Rawlings-Blake recalls night violence came calling
Baltimore Mayor Stephanie Rawlings-Blake rarely speaks of the night the city's dangers arrived at her front door. But in the days after the stabbing death of a young Johns Hopkins researcher in Charles Village, she has been thinking about the moment that she says helped shape the way she views violent crime.
"There is no acceptable amount of death. There is no acceptable level of violence," Rawlings-Blake tells Baltimore Sun colleague Julie Scharper. "This is more than a public safety issue. This is a moral issue. All the communities affected by violence need to be as outraged and as determined to pursue justice."
Rawlings-Blake told Scharper she was in her bedroom in her Coldsping condominium that chilly November night in 2002 when the front door banged open and she heard her brother scream: "Call the police!"
Rawlings-Blake hurried to the landing of her split-level home that chilly November evening eight years ago. She found her younger brother hunched in the entryway, blood streaming from his neck and back.
"I didn't know what happened," Rawlings-Blake said. "I didn't know the circumstances. I picked up the phone and I yanked it so hard I pulled the cord out of the wall."
Rawlings-Blake, who was vice president of the City Council at the time, said it furthered her resolve to push for stricter penalties for violent criminals.
"We have to be vigilant to make sure that people who should not be walking among us are off the street," she said.
John Alexander Wagner, 34, and Lavelva Merritt, 24, are charged with first-degree murder in the death Sunday of 23-year-old Stephen Pitcairn. The pair, who have a long history of drug abuse and violent offenses, are being held without bail.

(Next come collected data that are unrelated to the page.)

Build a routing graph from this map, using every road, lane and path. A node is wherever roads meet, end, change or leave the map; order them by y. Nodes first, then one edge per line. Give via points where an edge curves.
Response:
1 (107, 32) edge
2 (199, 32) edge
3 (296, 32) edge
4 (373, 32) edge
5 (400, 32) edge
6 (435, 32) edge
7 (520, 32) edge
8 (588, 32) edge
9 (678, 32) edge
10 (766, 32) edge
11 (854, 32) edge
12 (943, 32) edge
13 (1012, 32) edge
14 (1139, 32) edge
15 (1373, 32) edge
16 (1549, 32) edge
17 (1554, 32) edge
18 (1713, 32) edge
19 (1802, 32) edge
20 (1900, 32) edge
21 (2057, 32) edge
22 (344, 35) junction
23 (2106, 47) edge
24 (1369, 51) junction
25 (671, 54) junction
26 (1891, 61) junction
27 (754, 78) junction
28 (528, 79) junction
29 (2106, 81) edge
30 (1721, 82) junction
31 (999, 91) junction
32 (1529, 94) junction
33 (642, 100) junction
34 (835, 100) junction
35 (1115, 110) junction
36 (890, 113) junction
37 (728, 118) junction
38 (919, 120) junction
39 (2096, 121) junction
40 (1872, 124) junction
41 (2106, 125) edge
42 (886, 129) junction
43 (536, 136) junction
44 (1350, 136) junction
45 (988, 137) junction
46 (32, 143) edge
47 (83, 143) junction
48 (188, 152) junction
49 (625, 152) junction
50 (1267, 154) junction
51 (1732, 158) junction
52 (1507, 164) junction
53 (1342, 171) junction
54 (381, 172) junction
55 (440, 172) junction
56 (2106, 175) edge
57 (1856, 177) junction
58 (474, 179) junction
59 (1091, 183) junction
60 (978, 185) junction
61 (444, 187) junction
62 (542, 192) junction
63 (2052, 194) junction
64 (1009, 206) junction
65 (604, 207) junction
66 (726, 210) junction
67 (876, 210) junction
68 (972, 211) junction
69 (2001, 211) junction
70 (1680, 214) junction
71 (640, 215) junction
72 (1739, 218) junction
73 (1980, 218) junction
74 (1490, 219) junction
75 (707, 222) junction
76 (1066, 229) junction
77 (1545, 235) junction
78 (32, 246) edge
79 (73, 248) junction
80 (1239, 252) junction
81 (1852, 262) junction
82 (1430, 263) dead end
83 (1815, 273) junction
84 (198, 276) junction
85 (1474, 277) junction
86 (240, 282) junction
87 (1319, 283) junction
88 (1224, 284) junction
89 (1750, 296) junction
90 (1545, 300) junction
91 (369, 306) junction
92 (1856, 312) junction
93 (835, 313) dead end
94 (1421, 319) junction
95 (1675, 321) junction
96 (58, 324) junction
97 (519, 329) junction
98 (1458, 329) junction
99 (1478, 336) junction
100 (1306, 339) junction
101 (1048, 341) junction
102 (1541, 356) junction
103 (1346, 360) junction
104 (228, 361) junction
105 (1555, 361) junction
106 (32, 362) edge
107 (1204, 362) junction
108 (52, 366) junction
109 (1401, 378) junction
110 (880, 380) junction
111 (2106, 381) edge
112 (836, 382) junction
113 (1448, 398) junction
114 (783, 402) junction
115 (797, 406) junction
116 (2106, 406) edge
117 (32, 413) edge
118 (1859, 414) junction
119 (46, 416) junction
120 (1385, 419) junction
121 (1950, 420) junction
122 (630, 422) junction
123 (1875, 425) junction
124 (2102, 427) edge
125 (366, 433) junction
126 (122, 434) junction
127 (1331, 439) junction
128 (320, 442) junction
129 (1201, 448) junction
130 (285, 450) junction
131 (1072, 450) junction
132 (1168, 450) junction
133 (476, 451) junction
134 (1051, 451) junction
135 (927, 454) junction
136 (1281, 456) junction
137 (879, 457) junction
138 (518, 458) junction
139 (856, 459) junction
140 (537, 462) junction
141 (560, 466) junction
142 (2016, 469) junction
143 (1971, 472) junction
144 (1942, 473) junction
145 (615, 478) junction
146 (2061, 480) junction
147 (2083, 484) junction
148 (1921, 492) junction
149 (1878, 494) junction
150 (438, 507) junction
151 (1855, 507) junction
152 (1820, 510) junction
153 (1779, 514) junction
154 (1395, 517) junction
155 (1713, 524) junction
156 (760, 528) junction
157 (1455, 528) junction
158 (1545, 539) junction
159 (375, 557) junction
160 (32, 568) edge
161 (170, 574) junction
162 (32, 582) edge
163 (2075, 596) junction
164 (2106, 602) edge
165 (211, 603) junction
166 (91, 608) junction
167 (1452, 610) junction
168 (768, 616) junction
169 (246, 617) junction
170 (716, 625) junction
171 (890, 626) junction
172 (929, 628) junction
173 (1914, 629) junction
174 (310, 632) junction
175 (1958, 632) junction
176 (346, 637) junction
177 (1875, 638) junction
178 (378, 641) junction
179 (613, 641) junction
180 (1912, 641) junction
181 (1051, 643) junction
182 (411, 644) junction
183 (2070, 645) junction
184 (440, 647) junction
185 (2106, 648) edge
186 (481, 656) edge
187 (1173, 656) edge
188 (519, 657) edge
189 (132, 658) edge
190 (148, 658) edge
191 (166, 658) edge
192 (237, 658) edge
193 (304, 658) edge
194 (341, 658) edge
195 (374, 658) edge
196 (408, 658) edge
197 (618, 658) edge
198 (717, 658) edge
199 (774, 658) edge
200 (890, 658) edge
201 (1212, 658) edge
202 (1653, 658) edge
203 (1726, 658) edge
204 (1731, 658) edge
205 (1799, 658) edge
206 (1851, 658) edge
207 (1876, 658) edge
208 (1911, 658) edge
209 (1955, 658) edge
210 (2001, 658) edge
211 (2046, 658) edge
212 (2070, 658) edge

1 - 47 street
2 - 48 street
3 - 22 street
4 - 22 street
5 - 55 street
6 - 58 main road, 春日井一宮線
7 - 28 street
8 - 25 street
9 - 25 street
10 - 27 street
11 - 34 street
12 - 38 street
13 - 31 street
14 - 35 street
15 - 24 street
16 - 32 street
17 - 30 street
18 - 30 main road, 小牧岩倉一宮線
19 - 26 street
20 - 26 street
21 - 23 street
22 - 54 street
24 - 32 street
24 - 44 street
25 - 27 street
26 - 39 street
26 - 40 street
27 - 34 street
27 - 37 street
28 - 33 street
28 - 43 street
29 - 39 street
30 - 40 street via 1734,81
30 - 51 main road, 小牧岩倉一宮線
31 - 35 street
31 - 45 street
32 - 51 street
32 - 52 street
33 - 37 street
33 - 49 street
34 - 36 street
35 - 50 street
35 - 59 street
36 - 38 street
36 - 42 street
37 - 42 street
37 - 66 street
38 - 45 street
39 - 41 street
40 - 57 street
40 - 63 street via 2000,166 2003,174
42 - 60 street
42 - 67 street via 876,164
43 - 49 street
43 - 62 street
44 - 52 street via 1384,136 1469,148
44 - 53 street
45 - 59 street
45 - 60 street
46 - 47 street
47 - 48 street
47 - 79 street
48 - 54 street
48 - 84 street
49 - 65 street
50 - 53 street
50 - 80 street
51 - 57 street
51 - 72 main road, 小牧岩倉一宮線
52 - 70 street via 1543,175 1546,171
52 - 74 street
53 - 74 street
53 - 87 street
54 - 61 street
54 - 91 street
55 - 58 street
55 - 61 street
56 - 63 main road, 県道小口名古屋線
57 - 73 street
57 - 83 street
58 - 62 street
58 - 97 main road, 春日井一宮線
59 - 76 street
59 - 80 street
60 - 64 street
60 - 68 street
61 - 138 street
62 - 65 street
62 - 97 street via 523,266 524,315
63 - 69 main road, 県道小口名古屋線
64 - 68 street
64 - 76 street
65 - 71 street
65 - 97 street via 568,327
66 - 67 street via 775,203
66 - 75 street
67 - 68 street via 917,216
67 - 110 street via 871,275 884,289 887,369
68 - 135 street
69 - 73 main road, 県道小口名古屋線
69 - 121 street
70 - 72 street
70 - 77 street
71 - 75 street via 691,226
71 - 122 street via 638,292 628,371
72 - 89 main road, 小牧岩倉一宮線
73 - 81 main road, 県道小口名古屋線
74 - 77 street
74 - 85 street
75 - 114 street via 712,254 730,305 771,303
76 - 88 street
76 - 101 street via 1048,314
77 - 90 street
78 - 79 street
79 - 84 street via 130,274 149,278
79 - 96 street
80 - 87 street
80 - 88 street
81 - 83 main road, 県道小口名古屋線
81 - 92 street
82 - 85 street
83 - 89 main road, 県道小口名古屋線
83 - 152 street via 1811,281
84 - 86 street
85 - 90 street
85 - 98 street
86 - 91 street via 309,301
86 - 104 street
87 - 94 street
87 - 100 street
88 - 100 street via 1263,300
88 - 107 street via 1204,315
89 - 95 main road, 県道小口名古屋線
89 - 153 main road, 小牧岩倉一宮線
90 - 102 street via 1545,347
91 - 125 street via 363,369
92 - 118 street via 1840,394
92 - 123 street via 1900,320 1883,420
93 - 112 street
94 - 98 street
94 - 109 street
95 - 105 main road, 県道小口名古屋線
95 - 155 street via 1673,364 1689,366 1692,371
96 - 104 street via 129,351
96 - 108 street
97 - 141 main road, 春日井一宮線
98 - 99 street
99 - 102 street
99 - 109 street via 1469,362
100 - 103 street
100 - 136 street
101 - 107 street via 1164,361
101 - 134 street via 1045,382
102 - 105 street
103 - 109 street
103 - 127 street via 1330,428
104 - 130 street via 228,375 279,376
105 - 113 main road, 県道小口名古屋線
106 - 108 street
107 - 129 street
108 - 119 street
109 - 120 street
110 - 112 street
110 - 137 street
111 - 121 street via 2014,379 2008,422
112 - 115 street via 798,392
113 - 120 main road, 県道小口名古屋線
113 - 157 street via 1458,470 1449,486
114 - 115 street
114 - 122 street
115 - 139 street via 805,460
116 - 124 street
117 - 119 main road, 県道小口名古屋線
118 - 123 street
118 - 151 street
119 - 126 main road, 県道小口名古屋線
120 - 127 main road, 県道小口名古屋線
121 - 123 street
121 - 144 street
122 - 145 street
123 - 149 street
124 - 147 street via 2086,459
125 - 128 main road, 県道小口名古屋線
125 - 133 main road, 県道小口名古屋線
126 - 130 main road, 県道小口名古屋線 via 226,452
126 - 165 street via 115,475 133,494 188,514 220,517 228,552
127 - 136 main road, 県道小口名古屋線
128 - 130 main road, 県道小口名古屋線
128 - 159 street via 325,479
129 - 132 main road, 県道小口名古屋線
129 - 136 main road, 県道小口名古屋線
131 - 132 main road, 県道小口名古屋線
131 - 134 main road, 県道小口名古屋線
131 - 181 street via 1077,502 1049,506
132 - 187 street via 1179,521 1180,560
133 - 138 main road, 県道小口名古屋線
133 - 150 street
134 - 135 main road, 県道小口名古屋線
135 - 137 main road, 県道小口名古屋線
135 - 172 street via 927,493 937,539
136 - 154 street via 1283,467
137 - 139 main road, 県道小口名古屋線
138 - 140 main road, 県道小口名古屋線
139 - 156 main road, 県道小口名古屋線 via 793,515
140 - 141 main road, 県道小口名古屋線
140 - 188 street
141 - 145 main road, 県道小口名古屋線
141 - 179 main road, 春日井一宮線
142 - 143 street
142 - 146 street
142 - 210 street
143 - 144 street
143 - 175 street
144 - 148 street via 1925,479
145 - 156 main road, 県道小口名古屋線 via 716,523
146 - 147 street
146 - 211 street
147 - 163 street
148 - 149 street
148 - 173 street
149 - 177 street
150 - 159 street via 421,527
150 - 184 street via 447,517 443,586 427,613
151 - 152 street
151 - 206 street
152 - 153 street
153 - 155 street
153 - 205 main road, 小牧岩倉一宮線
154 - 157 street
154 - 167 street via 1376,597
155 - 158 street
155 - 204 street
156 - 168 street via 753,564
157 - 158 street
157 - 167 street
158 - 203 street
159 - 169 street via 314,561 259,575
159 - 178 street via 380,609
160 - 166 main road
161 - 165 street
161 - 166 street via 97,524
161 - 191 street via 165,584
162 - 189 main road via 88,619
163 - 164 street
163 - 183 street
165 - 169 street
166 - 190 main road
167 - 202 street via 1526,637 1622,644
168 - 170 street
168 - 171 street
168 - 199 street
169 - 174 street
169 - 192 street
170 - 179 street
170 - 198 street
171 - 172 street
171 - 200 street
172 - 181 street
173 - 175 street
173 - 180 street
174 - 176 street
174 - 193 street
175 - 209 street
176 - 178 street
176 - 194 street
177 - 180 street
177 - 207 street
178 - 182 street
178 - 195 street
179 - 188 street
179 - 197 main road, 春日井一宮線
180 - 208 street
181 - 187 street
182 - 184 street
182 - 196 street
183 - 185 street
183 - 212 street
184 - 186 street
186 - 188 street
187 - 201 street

Rawlings-Blake said Pitcairn's death "hit close to home because there are so many people who are afraid."
She said that many assumed fear would prompt her to abandon her Coldspring neighborhood after her brother was attacked.
"But I wasn't going to turn my neighborhood over to a couple of kids who came out to do harm," she said. "Just like in Charles Village, there are too many people who have invested too much in the community to give up."